Problem statement —
I need the number of lines in the following entries that hold the word "bottom", and no other text.

Entries supplied —
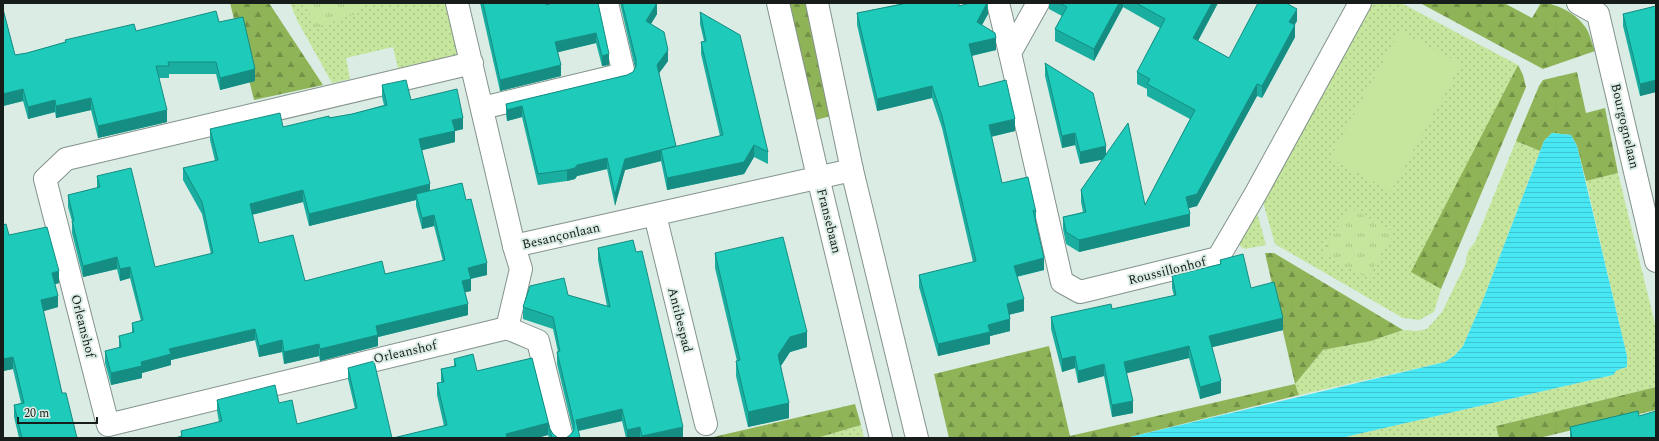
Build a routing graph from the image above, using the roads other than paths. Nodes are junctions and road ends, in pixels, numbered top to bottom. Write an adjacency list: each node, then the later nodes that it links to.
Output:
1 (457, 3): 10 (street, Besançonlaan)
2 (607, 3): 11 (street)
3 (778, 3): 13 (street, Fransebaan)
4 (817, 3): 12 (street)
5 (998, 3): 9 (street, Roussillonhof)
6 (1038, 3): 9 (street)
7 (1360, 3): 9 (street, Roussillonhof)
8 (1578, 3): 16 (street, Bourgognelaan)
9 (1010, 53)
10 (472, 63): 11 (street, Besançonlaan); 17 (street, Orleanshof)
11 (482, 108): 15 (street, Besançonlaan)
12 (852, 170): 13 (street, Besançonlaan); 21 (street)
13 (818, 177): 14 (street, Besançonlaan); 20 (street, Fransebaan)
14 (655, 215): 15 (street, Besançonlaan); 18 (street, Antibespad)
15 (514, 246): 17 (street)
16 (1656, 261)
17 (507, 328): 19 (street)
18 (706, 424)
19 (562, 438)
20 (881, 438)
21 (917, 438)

---

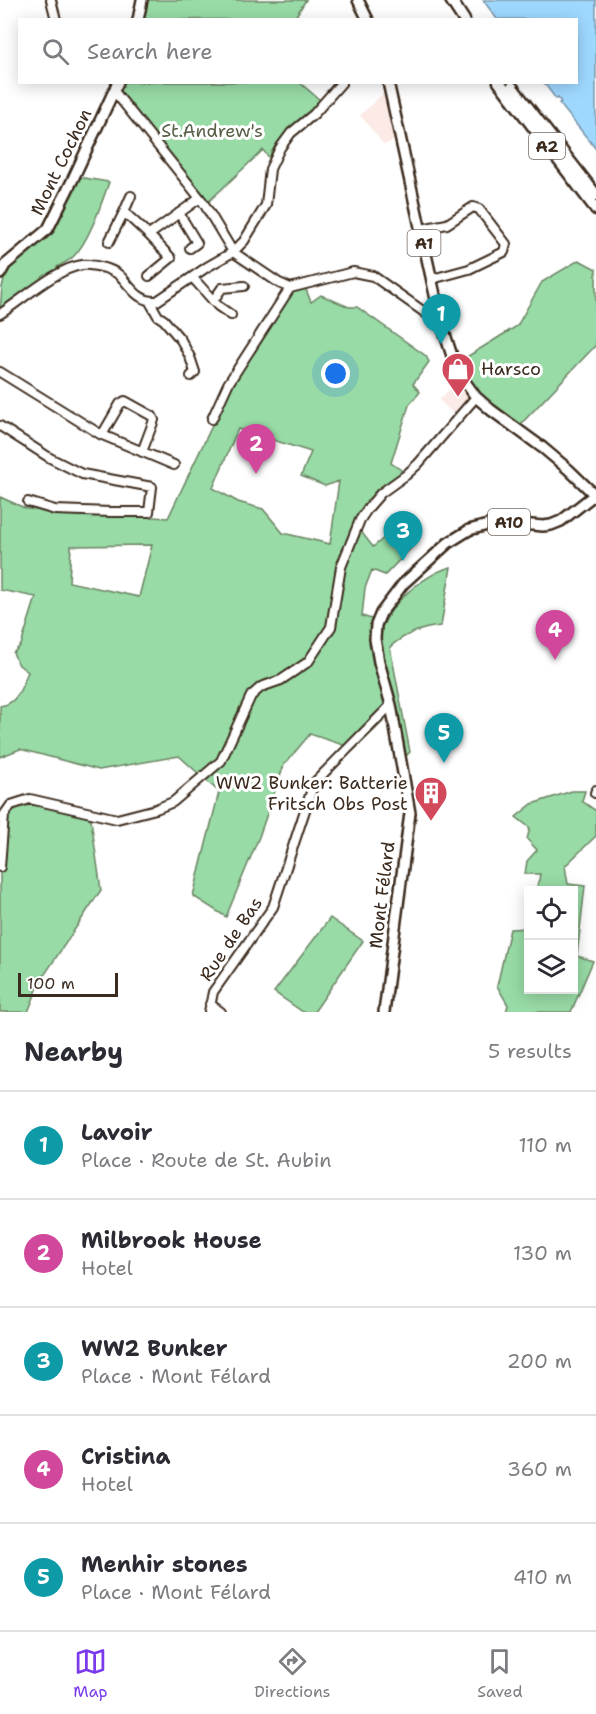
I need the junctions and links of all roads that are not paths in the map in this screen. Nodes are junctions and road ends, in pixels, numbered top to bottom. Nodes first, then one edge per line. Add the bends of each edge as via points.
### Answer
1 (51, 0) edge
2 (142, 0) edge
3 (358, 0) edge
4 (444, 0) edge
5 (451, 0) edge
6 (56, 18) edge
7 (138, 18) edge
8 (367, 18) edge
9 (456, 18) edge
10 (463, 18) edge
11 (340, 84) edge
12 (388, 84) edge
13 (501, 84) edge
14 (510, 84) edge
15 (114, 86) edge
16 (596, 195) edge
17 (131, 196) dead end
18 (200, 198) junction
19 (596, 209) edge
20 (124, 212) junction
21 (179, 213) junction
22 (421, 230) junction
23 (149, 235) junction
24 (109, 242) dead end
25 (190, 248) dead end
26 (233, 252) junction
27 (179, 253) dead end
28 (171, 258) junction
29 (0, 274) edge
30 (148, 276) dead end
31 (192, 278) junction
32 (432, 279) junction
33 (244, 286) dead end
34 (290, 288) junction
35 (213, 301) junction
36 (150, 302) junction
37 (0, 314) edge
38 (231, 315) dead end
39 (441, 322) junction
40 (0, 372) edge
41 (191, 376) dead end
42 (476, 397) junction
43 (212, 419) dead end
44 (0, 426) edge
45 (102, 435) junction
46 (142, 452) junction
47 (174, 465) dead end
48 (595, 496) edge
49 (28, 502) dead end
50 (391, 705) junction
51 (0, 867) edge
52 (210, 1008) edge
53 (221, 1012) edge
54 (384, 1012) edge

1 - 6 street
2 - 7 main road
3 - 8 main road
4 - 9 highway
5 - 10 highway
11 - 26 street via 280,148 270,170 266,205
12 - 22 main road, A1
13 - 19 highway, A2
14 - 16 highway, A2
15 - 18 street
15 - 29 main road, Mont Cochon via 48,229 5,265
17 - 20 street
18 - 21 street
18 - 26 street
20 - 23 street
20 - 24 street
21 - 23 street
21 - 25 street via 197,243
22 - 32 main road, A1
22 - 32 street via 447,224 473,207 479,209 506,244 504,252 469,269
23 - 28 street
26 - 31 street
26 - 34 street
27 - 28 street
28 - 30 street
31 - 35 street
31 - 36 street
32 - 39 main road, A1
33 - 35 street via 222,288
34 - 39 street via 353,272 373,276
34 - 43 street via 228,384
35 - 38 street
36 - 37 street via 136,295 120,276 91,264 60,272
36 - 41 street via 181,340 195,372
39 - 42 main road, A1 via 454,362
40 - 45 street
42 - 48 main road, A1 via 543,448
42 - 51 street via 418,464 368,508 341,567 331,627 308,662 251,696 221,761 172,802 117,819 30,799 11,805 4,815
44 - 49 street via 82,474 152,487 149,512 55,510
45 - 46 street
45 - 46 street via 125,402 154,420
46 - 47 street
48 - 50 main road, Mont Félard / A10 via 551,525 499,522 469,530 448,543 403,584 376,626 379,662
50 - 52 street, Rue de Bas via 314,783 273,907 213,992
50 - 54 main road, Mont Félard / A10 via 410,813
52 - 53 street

Answer for the task —
2